Stored data entries =>
- - - - -

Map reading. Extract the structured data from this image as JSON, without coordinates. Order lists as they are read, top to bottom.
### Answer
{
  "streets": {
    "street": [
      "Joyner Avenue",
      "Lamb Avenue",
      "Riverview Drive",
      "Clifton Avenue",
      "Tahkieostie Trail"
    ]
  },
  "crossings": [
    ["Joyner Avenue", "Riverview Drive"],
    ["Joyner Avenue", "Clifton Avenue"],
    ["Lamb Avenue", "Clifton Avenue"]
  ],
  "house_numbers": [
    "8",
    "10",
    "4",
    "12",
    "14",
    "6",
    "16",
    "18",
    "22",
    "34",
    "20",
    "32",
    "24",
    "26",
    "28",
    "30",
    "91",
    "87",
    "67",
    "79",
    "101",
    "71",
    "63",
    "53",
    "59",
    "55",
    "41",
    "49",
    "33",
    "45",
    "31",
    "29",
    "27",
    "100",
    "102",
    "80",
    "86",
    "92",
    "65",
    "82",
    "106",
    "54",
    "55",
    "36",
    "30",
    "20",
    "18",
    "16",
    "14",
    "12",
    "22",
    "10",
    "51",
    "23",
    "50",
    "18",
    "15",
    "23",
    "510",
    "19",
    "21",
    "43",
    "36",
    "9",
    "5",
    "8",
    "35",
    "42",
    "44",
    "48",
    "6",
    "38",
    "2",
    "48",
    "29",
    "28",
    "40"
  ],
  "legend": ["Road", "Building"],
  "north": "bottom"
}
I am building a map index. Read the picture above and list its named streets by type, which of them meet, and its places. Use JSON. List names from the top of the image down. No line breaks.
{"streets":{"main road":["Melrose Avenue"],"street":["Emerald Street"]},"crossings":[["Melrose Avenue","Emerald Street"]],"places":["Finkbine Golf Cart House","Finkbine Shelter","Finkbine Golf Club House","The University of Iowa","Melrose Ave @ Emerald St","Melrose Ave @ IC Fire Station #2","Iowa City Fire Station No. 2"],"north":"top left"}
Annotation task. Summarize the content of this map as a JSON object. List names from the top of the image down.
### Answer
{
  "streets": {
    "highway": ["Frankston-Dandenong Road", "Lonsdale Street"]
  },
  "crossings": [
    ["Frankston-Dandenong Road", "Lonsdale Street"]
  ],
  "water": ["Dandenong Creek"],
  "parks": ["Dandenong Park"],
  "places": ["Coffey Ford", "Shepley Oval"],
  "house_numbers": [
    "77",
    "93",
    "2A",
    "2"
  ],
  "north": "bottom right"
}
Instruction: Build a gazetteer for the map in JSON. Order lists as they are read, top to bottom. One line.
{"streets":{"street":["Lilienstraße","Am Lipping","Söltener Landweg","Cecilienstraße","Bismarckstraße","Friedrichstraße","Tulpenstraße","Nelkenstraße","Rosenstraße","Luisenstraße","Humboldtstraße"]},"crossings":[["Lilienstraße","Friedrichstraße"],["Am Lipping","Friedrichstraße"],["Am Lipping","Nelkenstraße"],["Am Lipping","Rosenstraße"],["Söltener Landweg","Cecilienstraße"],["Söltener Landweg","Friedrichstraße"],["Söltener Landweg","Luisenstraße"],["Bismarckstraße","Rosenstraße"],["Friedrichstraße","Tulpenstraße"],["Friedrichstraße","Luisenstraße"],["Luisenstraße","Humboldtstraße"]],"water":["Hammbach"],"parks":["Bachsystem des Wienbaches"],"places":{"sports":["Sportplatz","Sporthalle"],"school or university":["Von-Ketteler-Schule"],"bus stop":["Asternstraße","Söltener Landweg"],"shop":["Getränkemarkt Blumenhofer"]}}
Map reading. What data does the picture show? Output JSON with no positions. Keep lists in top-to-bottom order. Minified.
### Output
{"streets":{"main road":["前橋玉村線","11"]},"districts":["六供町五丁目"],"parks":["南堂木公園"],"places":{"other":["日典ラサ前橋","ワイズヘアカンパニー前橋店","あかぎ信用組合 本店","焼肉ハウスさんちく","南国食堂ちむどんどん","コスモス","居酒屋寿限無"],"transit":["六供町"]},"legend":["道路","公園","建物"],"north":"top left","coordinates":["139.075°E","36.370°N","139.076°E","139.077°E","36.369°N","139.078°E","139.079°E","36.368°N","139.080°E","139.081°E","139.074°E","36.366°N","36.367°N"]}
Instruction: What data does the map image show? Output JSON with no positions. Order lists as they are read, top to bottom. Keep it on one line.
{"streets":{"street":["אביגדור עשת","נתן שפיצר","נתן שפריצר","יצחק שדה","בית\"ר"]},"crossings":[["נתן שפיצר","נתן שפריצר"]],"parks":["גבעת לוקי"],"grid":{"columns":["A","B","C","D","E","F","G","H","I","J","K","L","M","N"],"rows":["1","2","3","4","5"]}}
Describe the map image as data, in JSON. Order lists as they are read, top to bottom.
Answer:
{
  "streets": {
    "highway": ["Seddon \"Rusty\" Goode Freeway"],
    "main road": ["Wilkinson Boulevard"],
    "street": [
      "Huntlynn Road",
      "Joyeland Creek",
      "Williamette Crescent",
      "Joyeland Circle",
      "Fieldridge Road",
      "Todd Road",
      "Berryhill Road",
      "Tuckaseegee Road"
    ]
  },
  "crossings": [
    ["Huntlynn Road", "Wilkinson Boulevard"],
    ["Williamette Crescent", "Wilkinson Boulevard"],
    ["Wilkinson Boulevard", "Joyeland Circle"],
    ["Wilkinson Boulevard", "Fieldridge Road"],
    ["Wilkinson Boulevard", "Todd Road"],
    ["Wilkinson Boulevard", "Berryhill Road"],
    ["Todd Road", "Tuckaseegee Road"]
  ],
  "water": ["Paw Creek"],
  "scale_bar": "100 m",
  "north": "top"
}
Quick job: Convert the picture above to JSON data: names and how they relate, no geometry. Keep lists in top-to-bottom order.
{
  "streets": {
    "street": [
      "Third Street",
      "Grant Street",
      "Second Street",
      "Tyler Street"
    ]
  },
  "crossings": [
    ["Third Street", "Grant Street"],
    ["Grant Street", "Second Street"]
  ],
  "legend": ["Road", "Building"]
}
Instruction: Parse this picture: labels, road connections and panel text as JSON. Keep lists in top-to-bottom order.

- - - - -

ASSIGNMENT =>
Each line of the entries above that has the word "this" is to be copied.

OUTPUT OF THE EXERCISE =>
Map reading. Extract the structured data from this image as JSON, without coordinates. Order lists as they are read, top to bottom.
Annotation task. Summarize the content of this map as a JSON object. List names from the top of the image down.
Instruction: Parse this picture: labels, road connections and panel text as JSON. Keep lists in top-to-bottom order.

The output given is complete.